Exercise - Without the pictures, copy all of the data exactly.

Exercise materials -

_ _ _ _

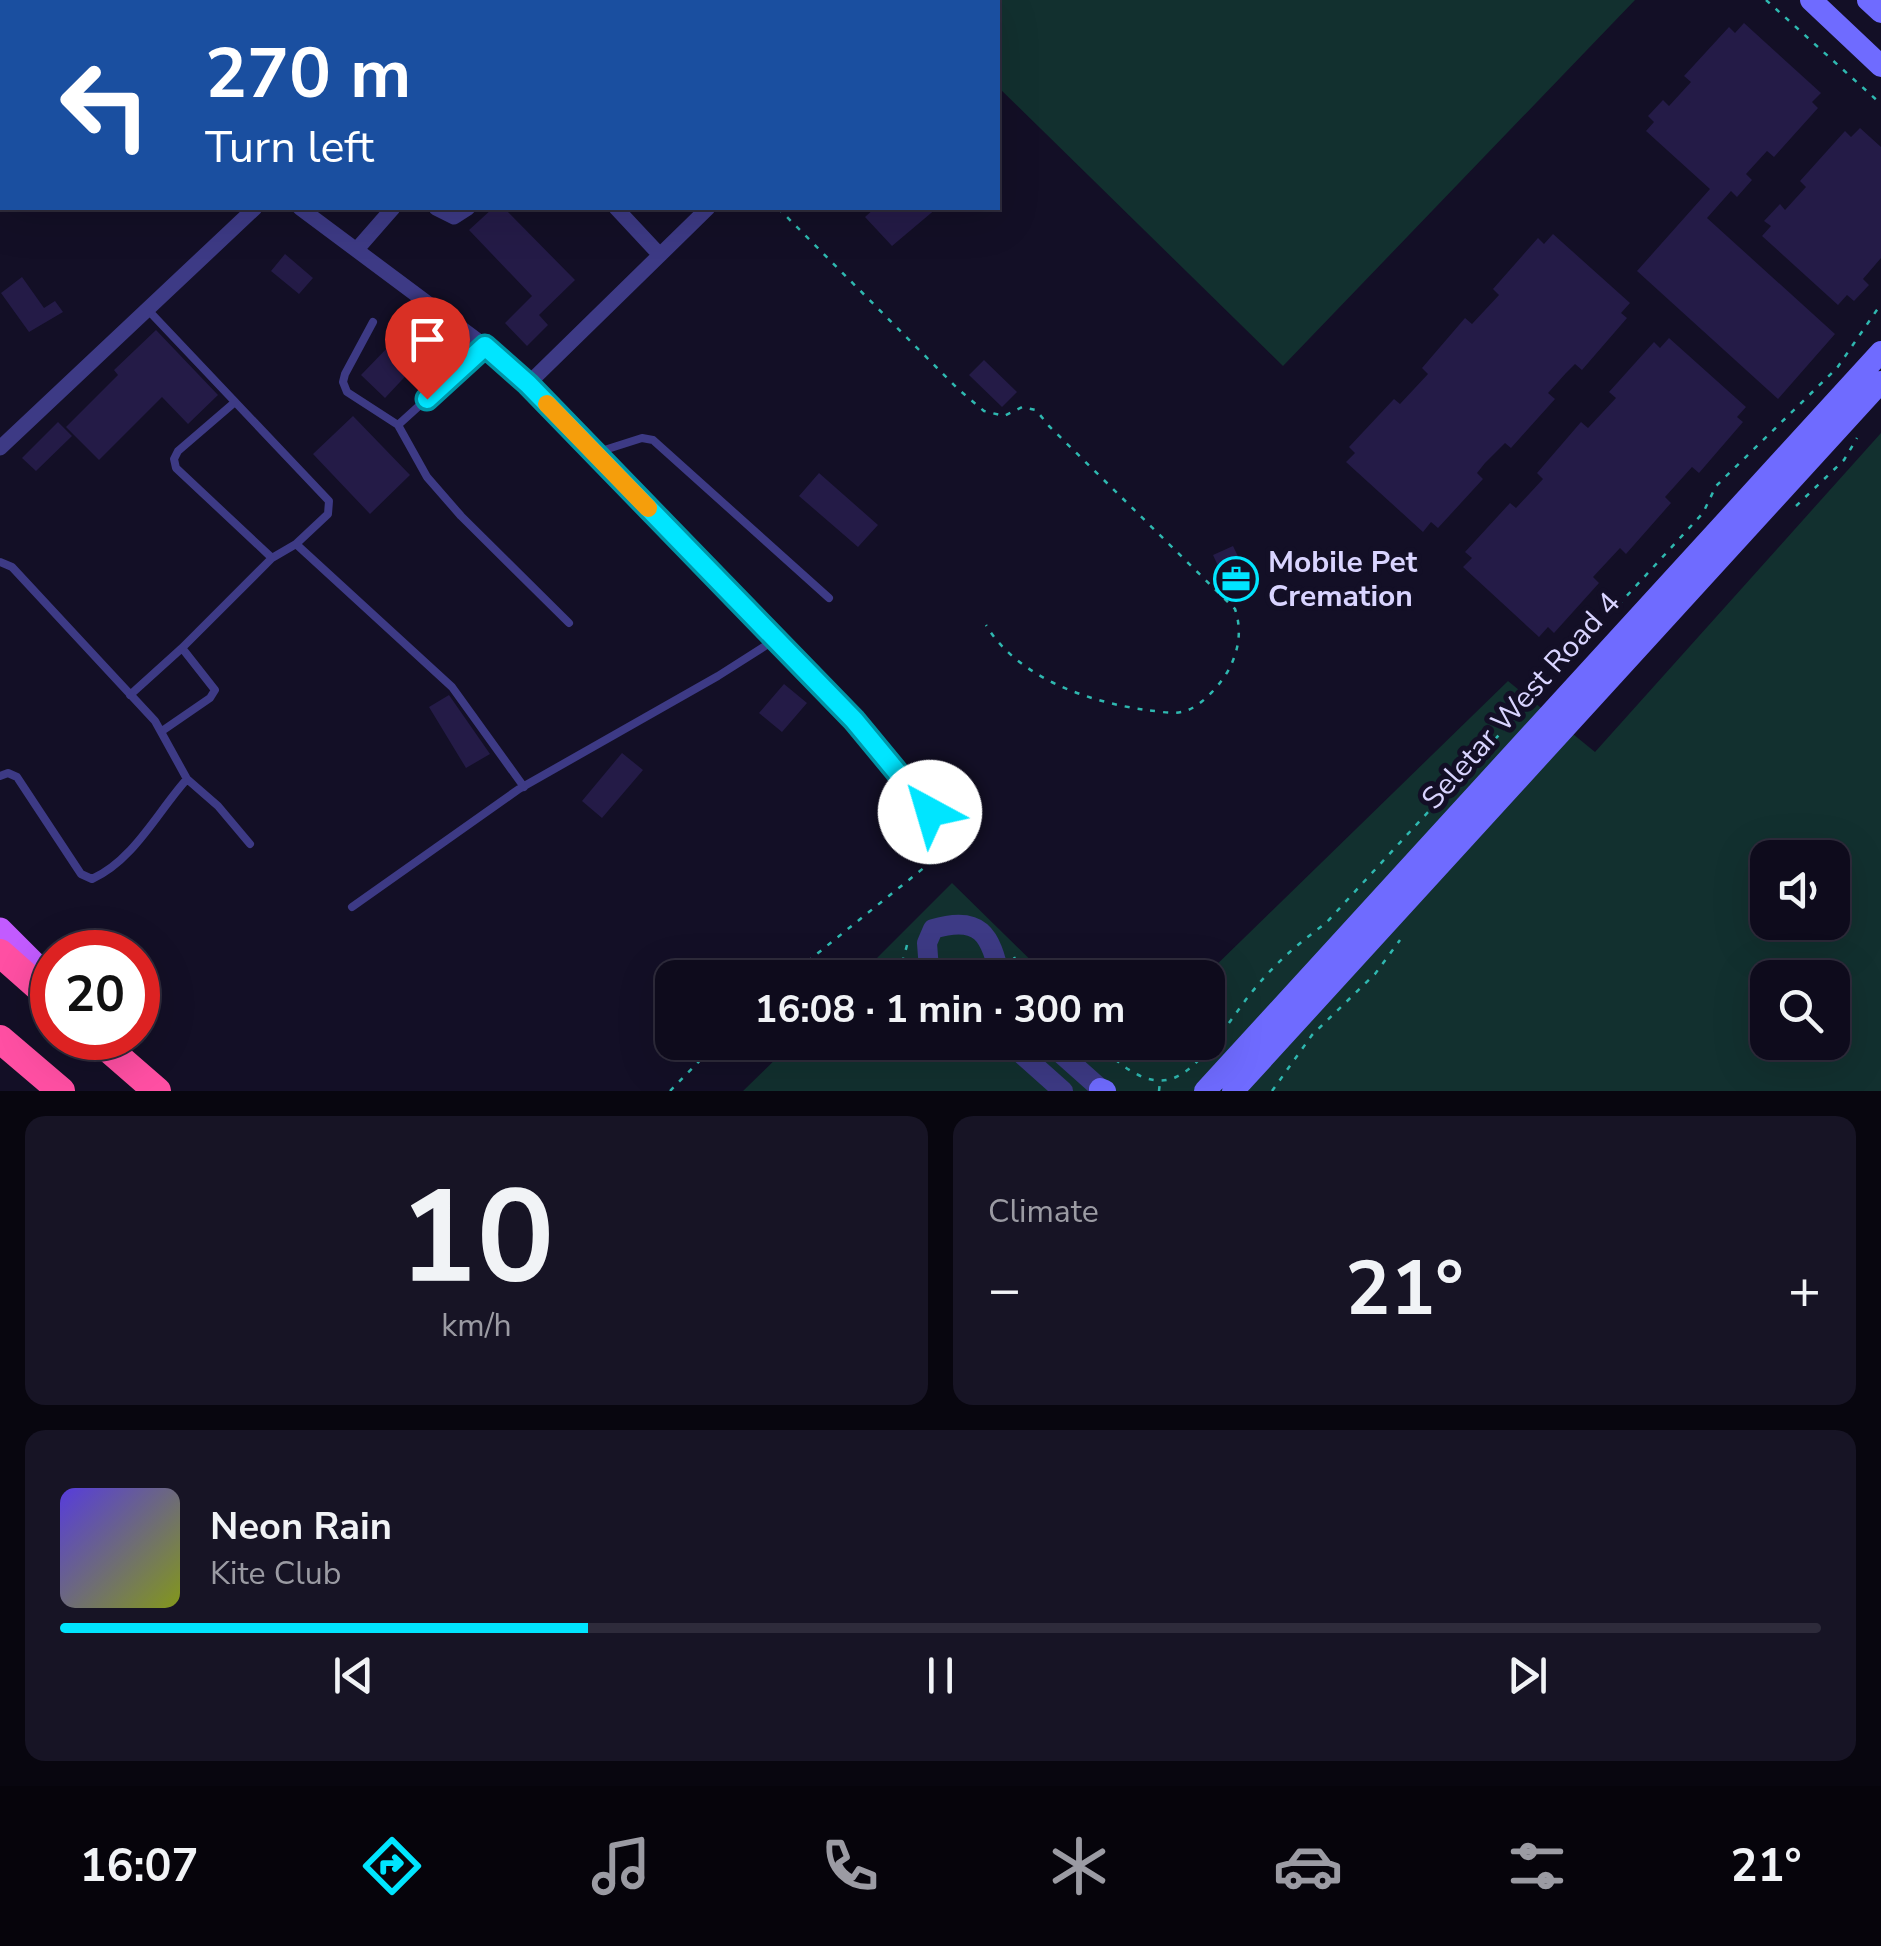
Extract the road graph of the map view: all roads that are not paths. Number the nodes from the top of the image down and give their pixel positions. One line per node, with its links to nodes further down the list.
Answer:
1 (1811, 0): 4 (main road)
2 (1868, 0): 3 (main road)
3 (1881, 12)
4 (1881, 66)
5 (254, 210): 14 (street)
6 (303, 210): 12 (street)
7 (392, 210): 12 (street)
8 (440, 210): 9 (street)
9 (465, 210)
10 (618, 210): 13 (street)
11 (706, 210): 13 (street)
12 (358, 248): 16 (street)
13 (659, 254): 19 (street)
14 (148, 310): 20 (lane); 22 (street)
15 (373, 322): 21 (lane)
16 (485, 346): 19 (street); 21 (lane)
17 (1881, 352): 51 (main road, Seletar West Road 4)
18 (1881, 382): 51 (main road, Seletar West Road 4)
19 (528, 384): 23 (street)
20 (236, 402): 24 (lane); 25 (lane)
21 (398, 425): 28 (lane)
22 (0, 448)
23 (594, 453): 27 (lane); 29 (street)
24 (296, 544): 25 (lane); 35 (lane)
25 (272, 558): 30 (lane)
26 (0, 562): 31 (lane)
27 (829, 598)
28 (569, 623)
29 (776, 639): 35 (lane); 36 (lane)
30 (182, 648): 31 (lane); 32 (lane)
31 (130, 694): 32 (lane)
32 (162, 731): 34 (lane)
33 (0, 776): 34 (lane)
34 (188, 779): 37 (lane)
35 (524, 786): 38 (lane)
36 (955, 842)
37 (250, 844)
38 (352, 907)
39 (0, 930): 41 (main road)
40 (0, 953): 44 (highway)
41 (30, 960)
42 (928, 960): 43 (street)
43 (996, 960)
44 (30, 980)
45 (2, 1040): 52 (highway)
46 (121, 1060): 53 (highway)
47 (133, 1060): 54 (main road)
48 (1028, 1060): 55 (street)
49 (1069, 1060): 50 (street)
50 (1103, 1090)
51 (1211, 1090)
52 (61, 1091)
53 (157, 1091)
54 (165, 1091)
55 (1062, 1091)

_ _ _ _

Solution below -
Extract the road graph of the map view: all roads that are not paths. Number the nodes from the top of the image down and give their pixel positions. One line per node, with its links to nodes further down the list.
Answer:
1 (1811, 0): 4 (main road)
2 (1868, 0): 3 (main road)
3 (1881, 12)
4 (1881, 66)
5 (254, 210): 14 (street)
6 (303, 210): 12 (street)
7 (392, 210): 12 (street)
8 (440, 210): 9 (street)
9 (465, 210)
10 (618, 210): 13 (street)
11 (706, 210): 13 (street)
12 (358, 248): 16 (street)
13 (659, 254): 19 (street)
14 (148, 310): 20 (lane); 22 (street)
15 (373, 322): 21 (lane)
16 (485, 346): 19 (street); 21 (lane)
17 (1881, 352): 51 (main road, Seletar West Road 4)
18 (1881, 382): 51 (main road, Seletar West Road 4)
19 (528, 384): 23 (street)
20 (236, 402): 24 (lane); 25 (lane)
21 (398, 425): 28 (lane)
22 (0, 448)
23 (594, 453): 27 (lane); 29 (street)
24 (296, 544): 25 (lane); 35 (lane)
25 (272, 558): 30 (lane)
26 (0, 562): 31 (lane)
27 (829, 598)
28 (569, 623)
29 (776, 639): 35 (lane); 36 (lane)
30 (182, 648): 31 (lane); 32 (lane)
31 (130, 694): 32 (lane)
32 (162, 731): 34 (lane)
33 (0, 776): 34 (lane)
34 (188, 779): 37 (lane)
35 (524, 786): 38 (lane)
36 (955, 842)
37 (250, 844)
38 (352, 907)
39 (0, 930): 41 (main road)
40 (0, 953): 44 (highway)
41 (30, 960)
42 (928, 960): 43 (street)
43 (996, 960)
44 (30, 980)
45 (2, 1040): 52 (highway)
46 (121, 1060): 53 (highway)
47 (133, 1060): 54 (main road)
48 (1028, 1060): 55 (street)
49 (1069, 1060): 50 (street)
50 (1103, 1090)
51 (1211, 1090)
52 (61, 1091)
53 (157, 1091)
54 (165, 1091)
55 (1062, 1091)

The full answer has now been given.